Historic district in Iowa, United States

The Jefferson Square Commercial Historic District is a nationally recognized historic district located in Jefferson, Iowa, United States. It was listed on the National Register of Historic Places in 2011. At the time of its nomination the district consisted of 59 resources, including 38 contributing buildings, one contributing structure, one contributing object, 18 non-contributing buildings, and one non-contributing object. The district covers the original central business district. The commercial buildings are from one to three stories in height, and Late Victorian architectural styles dominate.
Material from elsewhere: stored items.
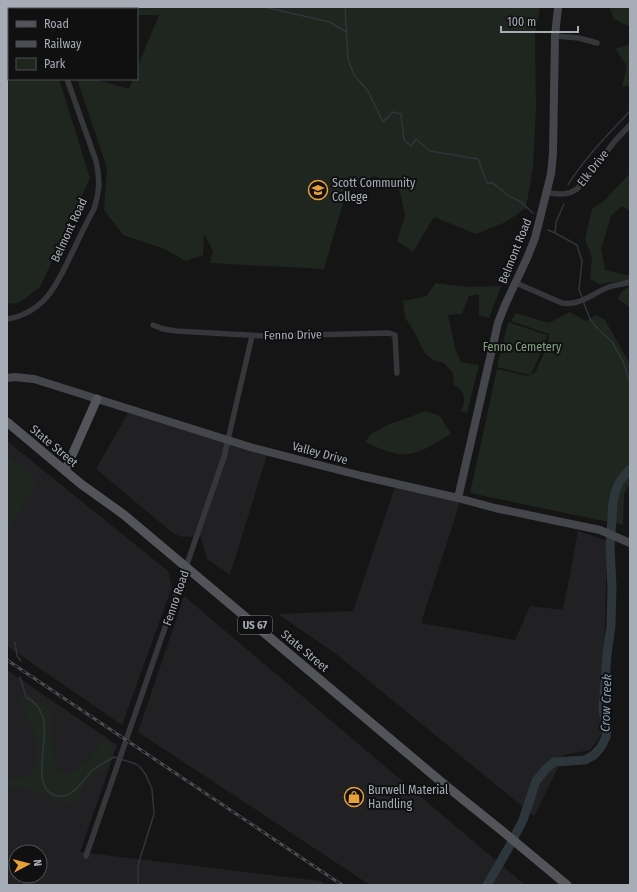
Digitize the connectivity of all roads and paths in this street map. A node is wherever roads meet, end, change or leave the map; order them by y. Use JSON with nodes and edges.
{"nodes":[{"id":1,"x":558,"y":7,"type":"edge"},
{"id":2,"x":555,"y":36,"type":"junction"},
{"id":3,"x":597,"y":43,"type":"dead end"},
{"id":4,"x":67,"y":80,"type":"edge"},
{"id":5,"x":630,"y":125,"type":"edge"},
{"id":6,"x":548,"y":192,"type":"junction"},
{"id":7,"x":630,"y":282,"type":"edge"},
{"id":8,"x":516,"y":283,"type":"junction"},
{"id":9,"x":7,"y":319,"type":"edge"},
{"id":10,"x":153,"y":325,"type":"dead end"},
{"id":11,"x":252,"y":336,"type":"junction"},
{"id":12,"x":397,"y":373,"type":"dead end"},
{"id":13,"x":7,"y":378,"type":"edge"},
{"id":14,"x":97,"y":399,"type":"junction"},
{"id":15,"x":7,"y":422,"type":"edge"},
{"id":16,"x":229,"y":439,"type":"junction"},
{"id":17,"x":65,"y":471,"type":"junction"},
{"id":18,"x":458,"y":498,"type":"junction"},
{"id":19,"x":627,"y":541,"type":"edge"},
{"id":20,"x":187,"y":568,"type":"junction"},
{"id":21,"x":86,"y":856,"type":"dead end"},
{"id":22,"x":567,"y":885,"type":"edge"}],
"edges":[{"from":1,"to":2,"type":"street","name":"Belmont Road"},
{"from":2,"to":3,"type":"street"},
{"from":2,"to":6,"type":"street","name":"Belmont Road"},
{"from":4,"to":9,"type":"street","name":"Belmont Road"},
{"from":5,"to":6,"type":"street","name":"Elk Drive"},
{"from":6,"to":8,"type":"street","name":"Belmont Road"},
{"from":7,"to":8,"type":"street"},
{"from":8,"to":18,"type":"street","name":"Belmont Road"},
{"from":10,"to":11,"type":"street","name":"Fenno Drive"},
{"from":11,"to":12,"type":"street","name":"Fenno Drive"},
{"from":11,"to":16,"type":"street","name":"Fenno Road"},
{"from":13,"to":14,"type":"street","name":"Valley Drive"},
{"from":14,"to":16,"type":"street","name":"Valley Drive"},
{"from":14,"to":17,"type":"main road"},
{"from":15,"to":17,"type":"main road","name":"State Street","number":"US 67"},
{"from":16,"to":18,"type":"street","name":"Valley Drive"},
{"from":16,"to":20,"type":"street","name":"Fenno Road"},
{"from":17,"to":20,"type":"main road","name":"State Street","number":"US 67"},
{"from":18,"to":19,"type":"street","name":"Valley Drive"},
{"from":20,"to":21,"type":"street","name":"Fenno Road"},
{"from":20,"to":22,"type":"main road","name":"State Street","number":"US 67"}]}
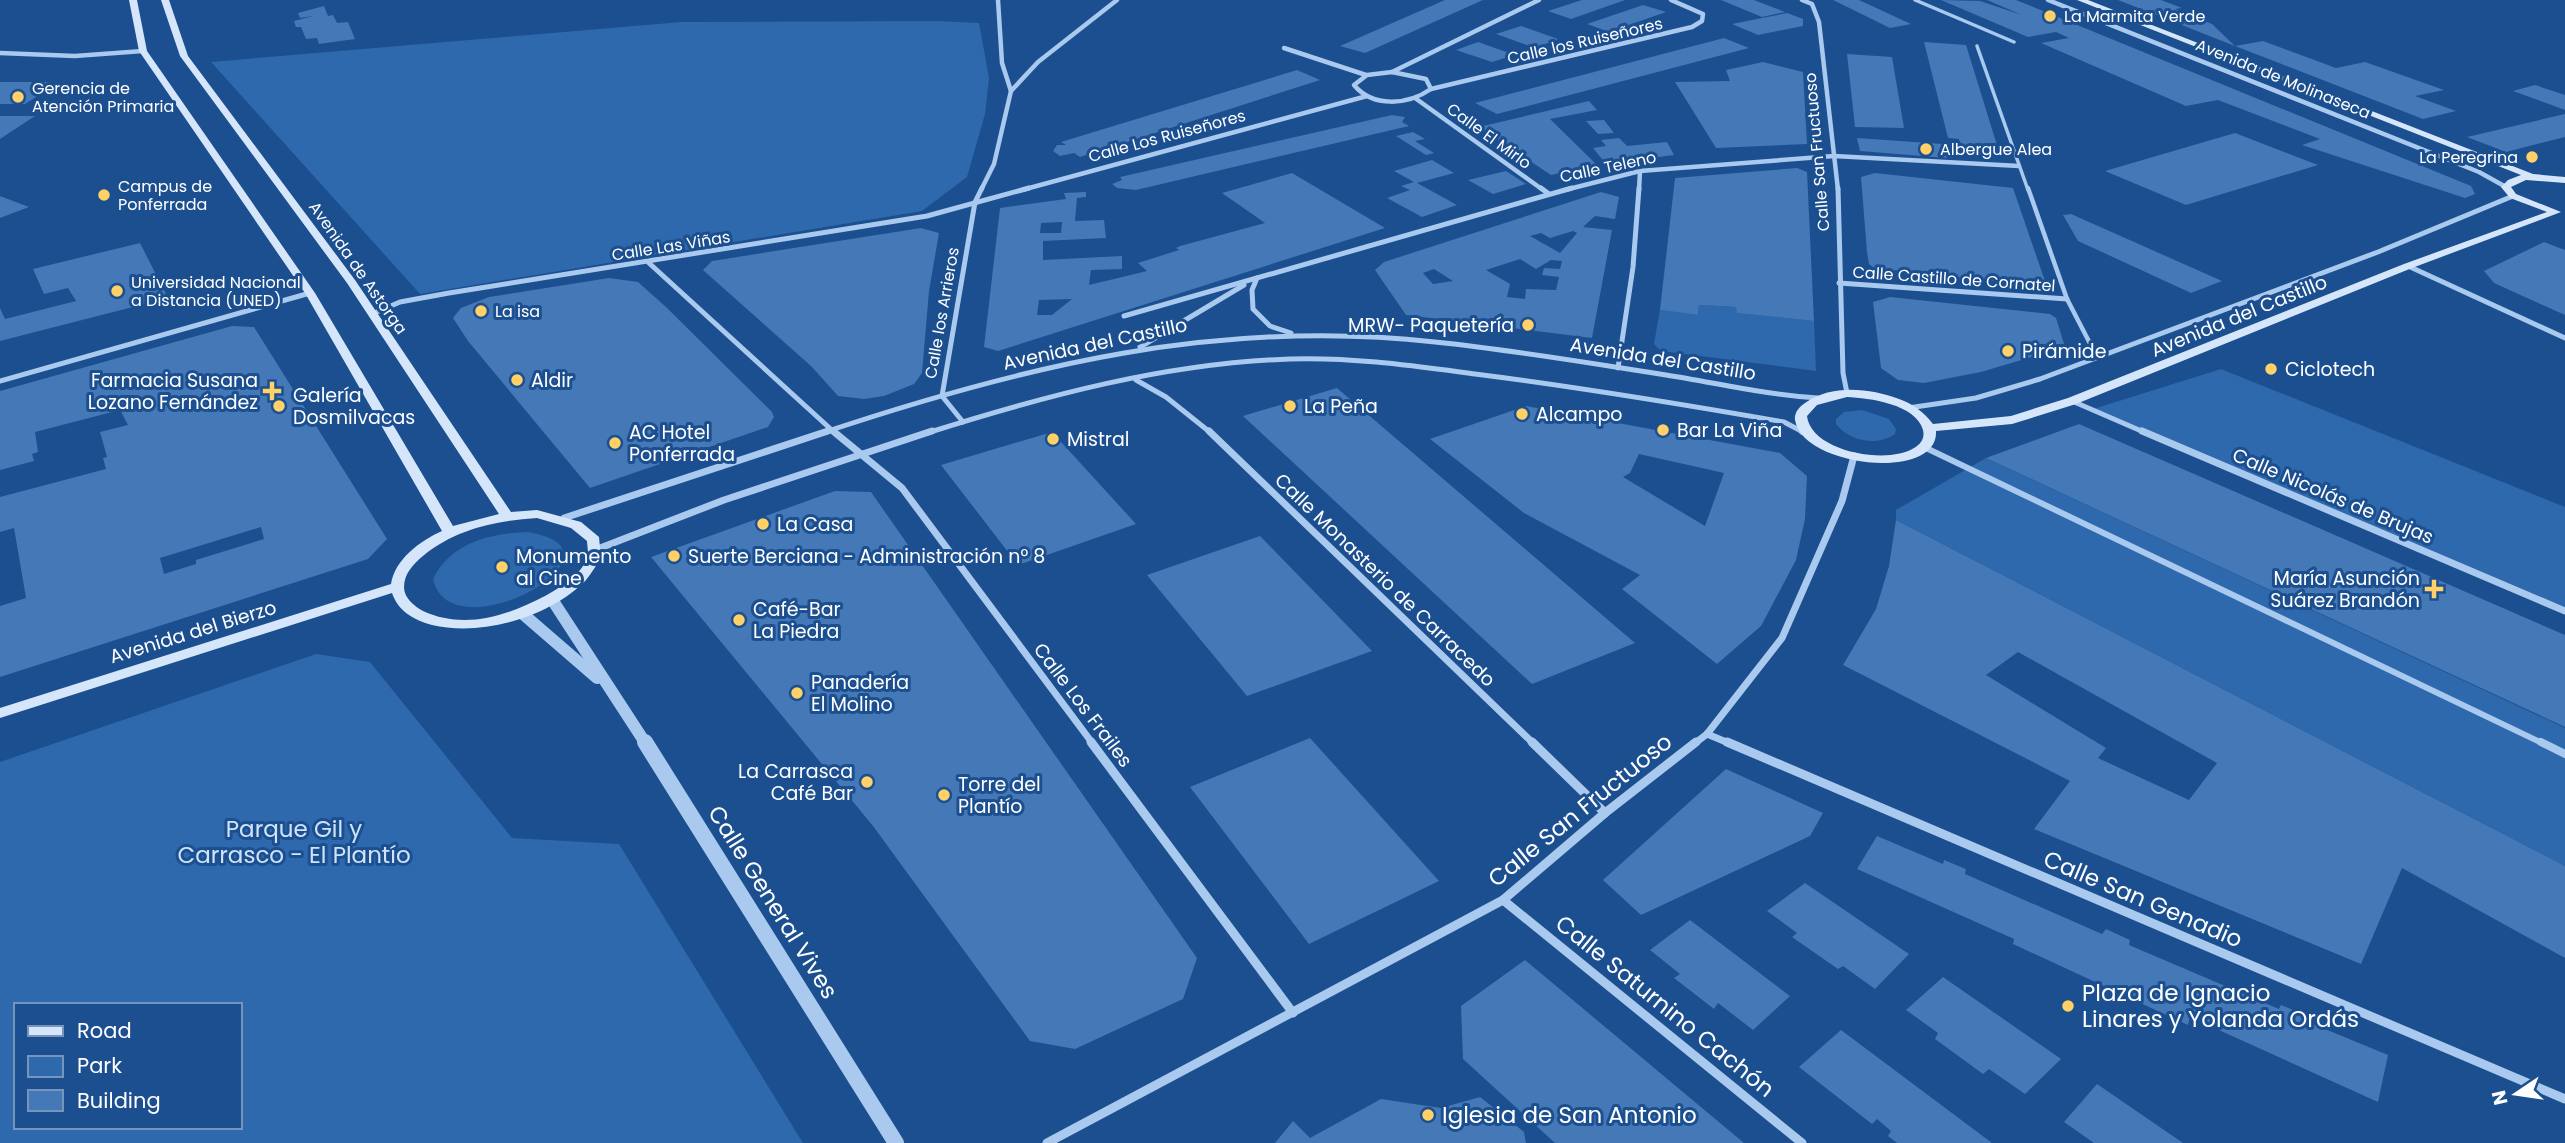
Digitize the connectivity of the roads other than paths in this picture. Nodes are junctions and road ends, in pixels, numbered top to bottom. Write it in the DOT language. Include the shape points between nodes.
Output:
graph roads {
  1 [pos="133,0"];
  2 [pos="165,0"];
  3 [pos="998,0"];
  4 [pos="1117,0"];
  5 [pos="1539,0"];
  6 [pos="1671,0"];
  7 [pos="1802,0"];
  8 [pos="1915,0"];
  9 [pos="2048,0"];
  10 [pos="2081,0"];
  11 [pos="2014,42"];
  12 [pos="1977,46"];
  13 [pos="1284,48"];
  14 [pos="143,51"];
  15 [pos="0,53"];
  16 [pos="1392,72"];
  17 [pos="1367,75"];
  18 [pos="1431,89"];
  19 [pos="1011,91"];
  20 [pos="1367,96"];
  21 [pos="1415,98"];
  22 [pos="1834,156"];
  23 [pos="2019,166"];
  24 [pos="1640,171"];
  25 [pos="2531,176"];
  26 [pos="2565,180"];
  27 [pos="2506,187"];
  28 [pos="1549,194"];
  29 [pos="2513,196"];
  30 [pos="975,202"];
  31 [pos="2561,213"];
  32 [pos="649,262"];
  33 [pos="2408,266"];
  34 [pos="1256,278"];
  35 [pos="1839,283"];
  36 [pos="310,293"];
  37 [pos="2067,299"];
  38 [pos="372,314"];
  39 [pos="1124,316"];
  40 [pos="1295,334"];
  41 [pos="2565,338"];
  42 [pos="1135,350"];
  43 [pos="2097,357"];
  44 [pos="1618,368"];
  45 [pos="1135,380"];
  46 [pos="0,381"];
  47 [pos="1847,393"];
  48 [pos="942,396"];
  49 [pos="1818,398"];
  50 [pos="2072,401"];
  51 [pos="1908,408"];
  52 [pos="963,422"];
  53 [pos="1930,428"];
  54 [pos="832,430"];
  55 [pos="1810,435"];
  56 [pos="1926,448"];
  57 [pos="858,454"];
  58 [pos="1854,456"];
  59 [pos="506,515"];
  60 [pos="564,518"];
  61 [pos="450,532"];
  62 [pos="595,550"];
  63 [pos="397,587"];
  64 [pos="552,601"];
  65 [pos="2565,611"];
  66 [pos="523,614"];
  67 [pos="608,688"];
  68 [pos="0,713"];
  69 [pos="1707,734"];
  70 [pos="2565,754"];
  71 [pos="1605,813"];
  72 [pos="1503,900"];
  73 [pos="1293,1013"];
  74 [pos="2565,1099"];
  75 [pos="896,1143"];
  76 [pos="1047,1143"];
  77 [pos="1802,1143"];
  1 -- 14 [label="main road"];
  2 -- 38 [label="main road, Avenida de Astorga" via="178,44"];
  3 -- 19 [label="street" via="1002,63"];
  4 -- 19 [label="street" via="1038,62"];
  5 -- 16 [label="street"];
  6 -- 18 [label="street, Calle los Ruiseñores" via="1703,14 1702,21"];
  7 -- 22 [label="street, Calle San Fructuoso" via="1812,4 1819,22"];
  8 -- 11 [label="street"];
  9 -- 27 [label="street, Avenida de Molinaseca" via="2479,172"];
  10 -- 25 [label="main road, Avenida de Molinaseca"];
  12 -- 23 [label="street"];
  13 -- 17 [label="street"];
  14 -- 15 [label="street" via="75,56"];
  14 -- 36 [label="main road"];
  16 -- 17 [label="street"];
  16 -- 18 [label="street" via="1426,79"];
  17 -- 20 [label="street" via="1354,85"];
  18 -- 21 [label="street"];
  19 -- 30 [label="street, Calle los Arrieros" via="993,164"];
  20 -- 21 [label="street"];
  20 -- 30 [label="street, Calle Los Ruiseñores"];
  21 -- 28 [label="street, Calle El Mirlo"];
  22 -- 23 [label="street, Calle Teleno"];
  22 -- 24 [label="street, Calle Teleno"];
  22 -- 35 [label="street, Calle San Fructuoso"];
  23 -- 37 [label="street"];
  24 -- 28 [label="street, Calle Teleno"];
  24 -- 44 [label="street" via="1633,267"];
  25 -- 26 [label="main road, Avenida de Molinaseca"];
  25 -- 27 [label="main road" via="2512,179"];
  27 -- 29 [label="main road"];
  28 -- 34 [label="street, Calle Teleno"];
  29 -- 31 [label="main road"];
  29 -- 43 [label="street, Avenida del Castillo"];
  30 -- 32 [label="street, Calle Las Viñas" via="927,216"];
  30 -- 48 [label="street, Calle los Arrieros"];
  31 -- 33 [label="main road, Avenida del Castillo"];
  32 -- 38 [label="street, Calle Las Viñas" via="400,302"];
  32 -- 54 [label="street, Calle Los Frailes"];
  33 -- 41 [label="street"];
  33 -- 50 [label="main road, Avenida del Castillo"];
  34 -- 39 [label="street, Calle Teleno"];
  34 -- 40 [label="street" via="1251,290 1253,309 1270,326"];
  34 -- 42 [label="street, Calle Teleno"];
  35 -- 37 [label="street, Calle Castillo de Cornatel"];
  35 -- 47 [label="street, Calle San Fructuoso"];
  36 -- 46 [label="street"];
  36 -- 61 [label="main road"];
  37 -- 43 [label="street"];
  38 -- 59 [label="main road, Avenida de Astorga"];
  40 -- 42 [label="street, Avenida del Castillo" via="1191,340"];
  40 -- 44 [label="street, Avenida del Castillo" via="1435,343"];
  42 -- 48 [label="street, Avenida del Castillo"];
  43 -- 51 [label="street, Avenida del Castillo" via="1976,398"];
  44 -- 49 [label="street, Avenida del Castillo"];
  45 -- 52 [label="street" via="1078,390"];
  45 -- 55 [label="street" via="1288,359 1370,361 1770,419"];
  45 -- 71 [label="street, Calle Monasterio de Carracedo" via="1203,425"];
  47 -- 49 [label="main road"];
  47 -- 51 [label="main road" via="1868,394"];
  48 -- 52 [label="street, Calle los Arrieros"];
  48 -- 54 [label="street, Avenida del Castillo"];
  49 -- 55 [label="main road" via="1801,414"];
  50 -- 53 [label="main road, Avenida del Castillo" via="2012,420"];
  50 -- 65 [label="street, Calle Nicolás de Brujas"];
  51 -- 53 [label="main road"];
  52 -- 57 [label="street"];
  53 -- 56 [label="main road"];
  54 -- 57 [label="street, Calle Los Frailes"];
  54 -- 60 [label="street, Avenida del Castillo"];
  55 -- 58 [label="main road"];
  56 -- 58 [label="main road" via="1897,459"];
  56 -- 70 [label="street"];
  57 -- 62 [label="street" via="673,517"];
  57 -- 73 [label="street, Calle Los Frailes" via="902,488"];
  58 -- 69 [label="street, Calle San Fructuoso" via="1842,501 1782,638"];
  59 -- 60 [label="main road"];
  59 -- 61 [label="main road"];
  60 -- 62 [label="main road" via="581,525 592,537"];
  61 -- 63 [label="main road" via="412,558"];
  62 -- 64 [label="main road" via="583,576"];
  63 -- 66 [label="main road" via="401,603 416,616 441,624 472,625"];
  63 -- 68 [label="main road, Avenida del Bierzo"];
  64 -- 66 [label="main road"];
  64 -- 67 [label="street, Calle General Vives"];
  66 -- 67 [label="street, Calle General Vives"];
  67 -- 75 [label="street, Calle General Vives"];
  69 -- 71 [label="street, Calle San Fructuoso"];
  69 -- 74 [label="street, Calle San Genadio"];
  71 -- 72 [label="street, Calle San Fructuoso"];
  72 -- 73 [label="street, Calle San Fructuoso"];
  72 -- 77 [label="street, Calle Saturnino Cachón"];
  73 -- 76 [label="street, Calle San Fructuoso"];
}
The period of significance dates from 1873, with the construction of the oldest recognizable surviving building, to 1966, with the
completion of the Mahanay Memorial Carillon Tower. The tower dominates not only the district, but Jefferson as well. Planning for the tower began before World War II. The Modern Movement, limestone sheathed, structure stands on the southwest corner of the courthouse square, and rises 168 ft to an enclosed viewing platform and open-air 14-bell carillon. The Greene County Courthouse (1917), a statue of Abraham Lincoln (1918), and a Lincoln Highway Marker (1928) are all on the square and are individually listed on the National Register. All four structures are also along the old Lincoln Highway, which passed along the south side of the square beginning in 1913. That was during a period of peak economic growth for the community (1912-1917) and the buildings along the square were substantially completed at that time.